How the media mighty have fallen.
Way, way back, when this writer was a special assistant to opposition leader Jean Chretien, getting ready for the daily Question Period ritual was simple.
Chretien’s staff, and select Liberal MPs, would gather in the panelled boardroom in room 409-S in Centre Block on Parliament Hill. There, early every weekday morning, we would determine what questions to ask of the government of prime minister Brian Mulroney — and, very briefly, that of prime minister Kim Campbell.
As noted, it wasn’t hard. One of the staffers would read out what the lineup of stories had been on CBC’s The National the night before. Then we would eyeball the front page of the Toronto Star.
Presto! We’d have our lineup for Question Period, as determined by the CBC and the Star.
Like Mulroney, like Campbell, those days are no more. The CBC and the Toronto Star no longer have the political impact they once did.
The numbers tell the story, and it’s not a happy one (for them). At the Star, “revenue (has) continued to decline sharply year-over-year — especially in terms of sales of print advertising space to national accounts.” The source? None other than the Star itself.
Just this week, the once-mighty Star reported a whopping $17.4 million loss in the second quarter of 2019, as its revenues plummeted. That’s even after closing up operations in Hamilton, and slashing jobs.
At the National Newspaper Awards ceremony in May, the Star captured one award. The Globe and Mail, to cite just one example, won 10.
The Star’s national bureau in Ottawa, meanwhile, is led by Susan Delacourt, and it hasn’t had a big scoop in a long, long time. That’s astonishing, when you consider that the Liberal Party holds power. In Ottawa, everyone knows that the likes of the Globe’s Bob Fife breaks the big stories like LavScam and Norman-gate – and the likes of Postmedia’s Andrew Coyne and John Ivison are the ones who dominate federal politics opinion-making. Delacourt’s bureau just doesn’t factor on either front.
The CBC, meanwhile, has plenty of problems, too.
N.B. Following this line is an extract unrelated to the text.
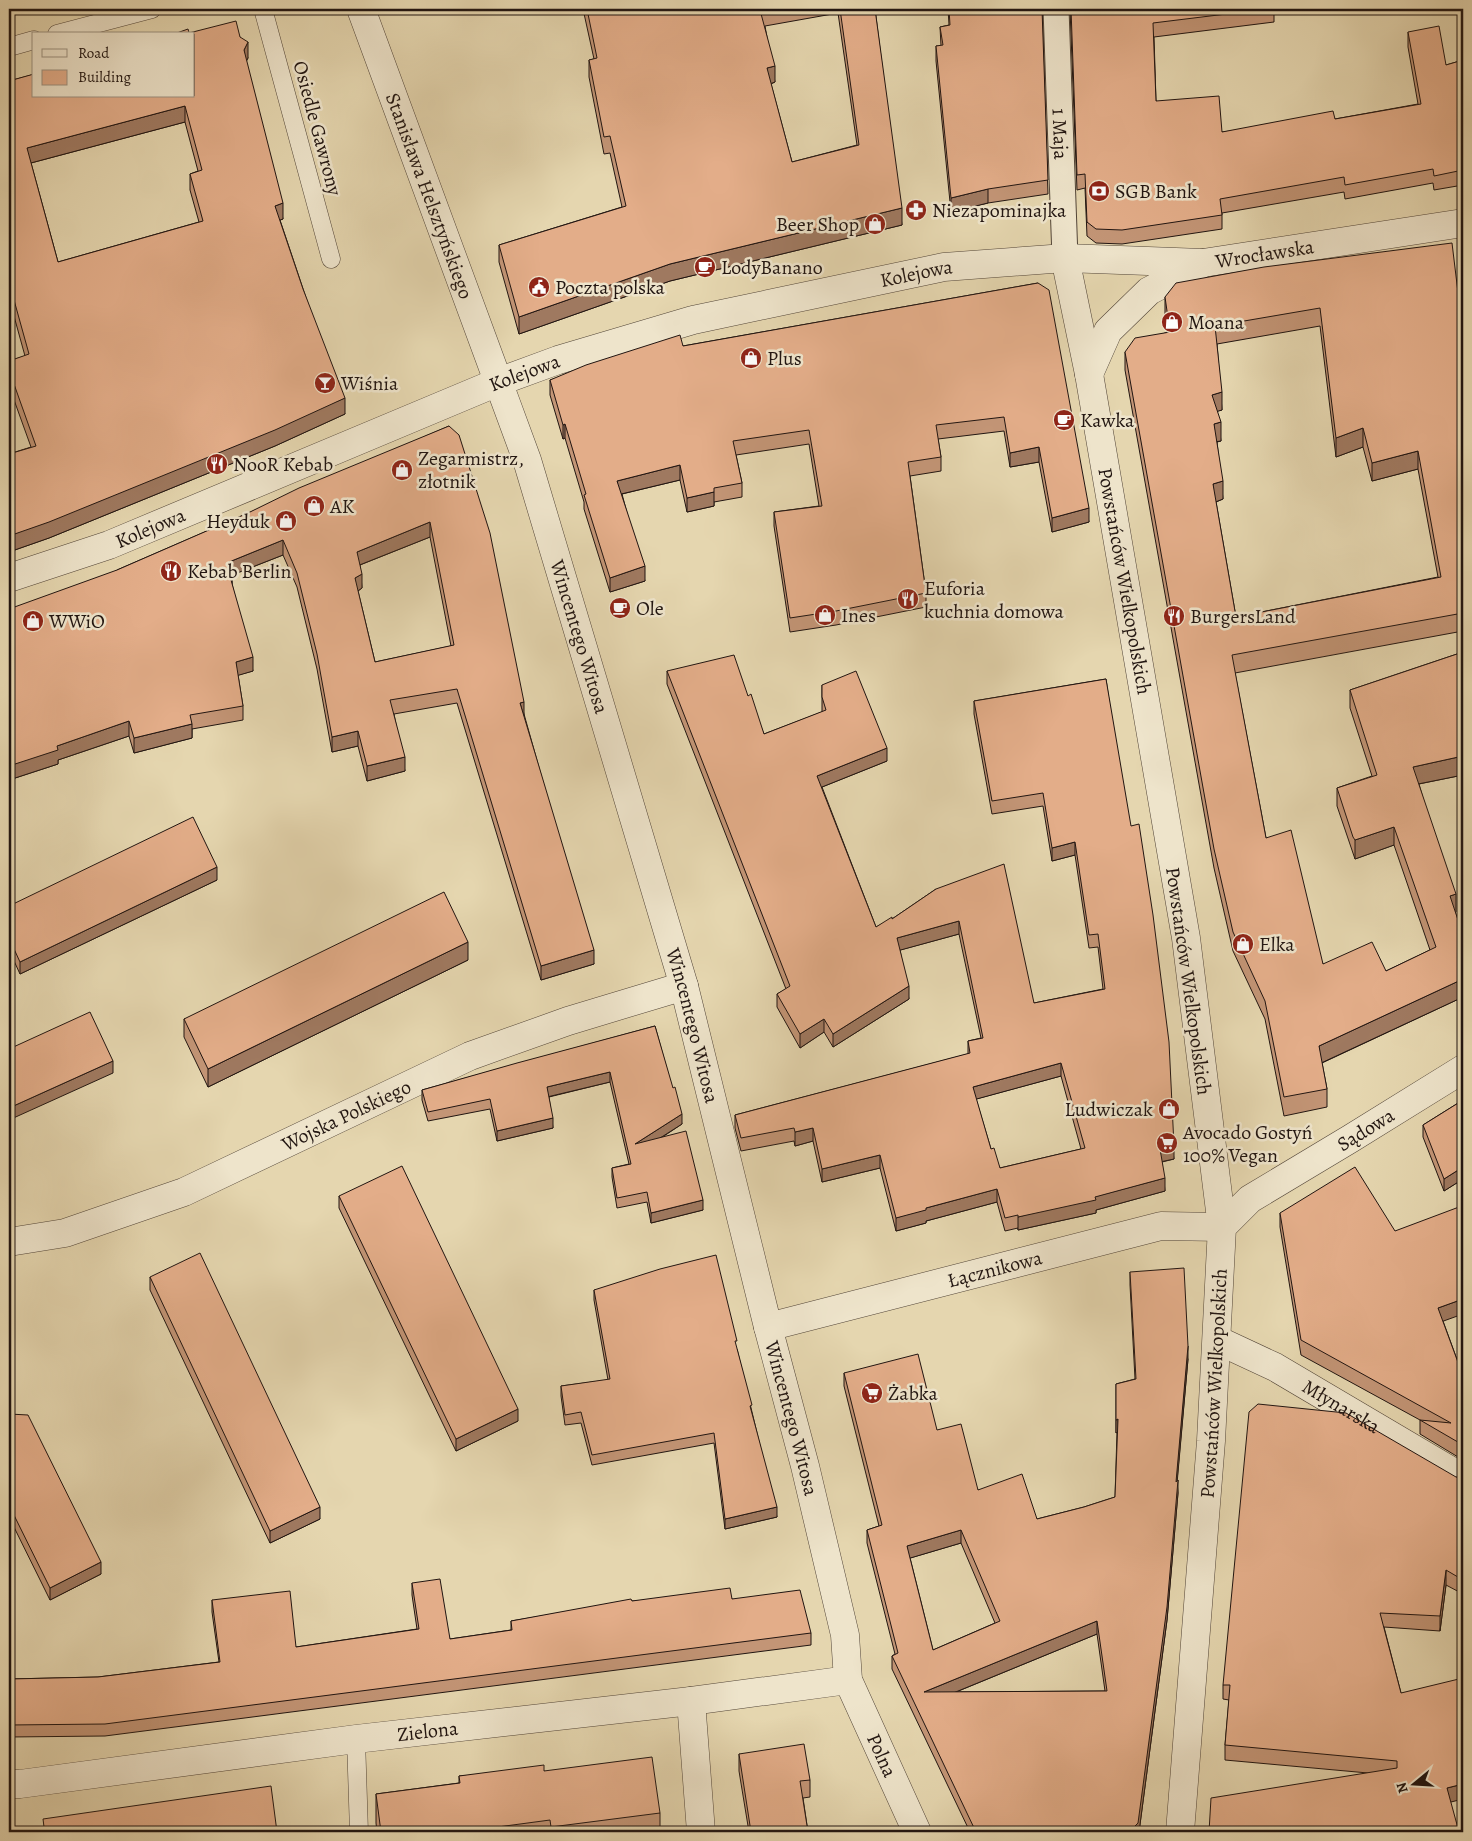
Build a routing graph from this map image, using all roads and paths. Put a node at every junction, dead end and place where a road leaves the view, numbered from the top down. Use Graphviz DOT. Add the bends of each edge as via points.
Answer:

Just before election day in 2019, CBC’s then-president whinged that the public broadcaster was at risk of “extinction,” quote unquote. Justin Trudeau got the message. Once installed in power, Trudeau forked over $115 million to CBC. For good measure, it threw in another $35 million.
But despite that, CBC’s national impact continues to shrink. Its flagship news program — the one that used to literally determine what topics were covered in Question Period — is failing. In the past two years alone, its viewership has nose-dived a mammoth 24%.
A few weeks ago, even the CBC’s editor-in-chief Jennifer McGuire was forced to admit that The National isn’t all what it once was: “Are we pleased with the overall state of The National? I think the answer is no.”
She shouldn’t be pleased with the overall state of CBC’s relevance to the federal political scene, either. Despite being the recipient of millions in tax dollars — and despite being allowed to use that unfair advantage to compete in major markets with private-sector media competitors — the CBC simply isn’t breaking big national stories like it used to.
At the most recent Canada’s Radio Television Digital News Association (RTDNA) awards, Global won a dozen awards for excellence. CTV, which regularly clobbers The National in the ratings game, picked up the RTDNA’s best national newscast award. CBC radio and its regional stations won some RTDNA awards, but none were for national political stories.
What does it all mean? Maybe nothing.
But to Justin Trudeau’s Liberals, facing a hotly contested election in just over 90 days, it isn’t good. In the past, the Star and CBC could always be counted on to light the way for Grits, and help secure wins.
Those days — like the national political impact of CBC and the Star — are long, long gone.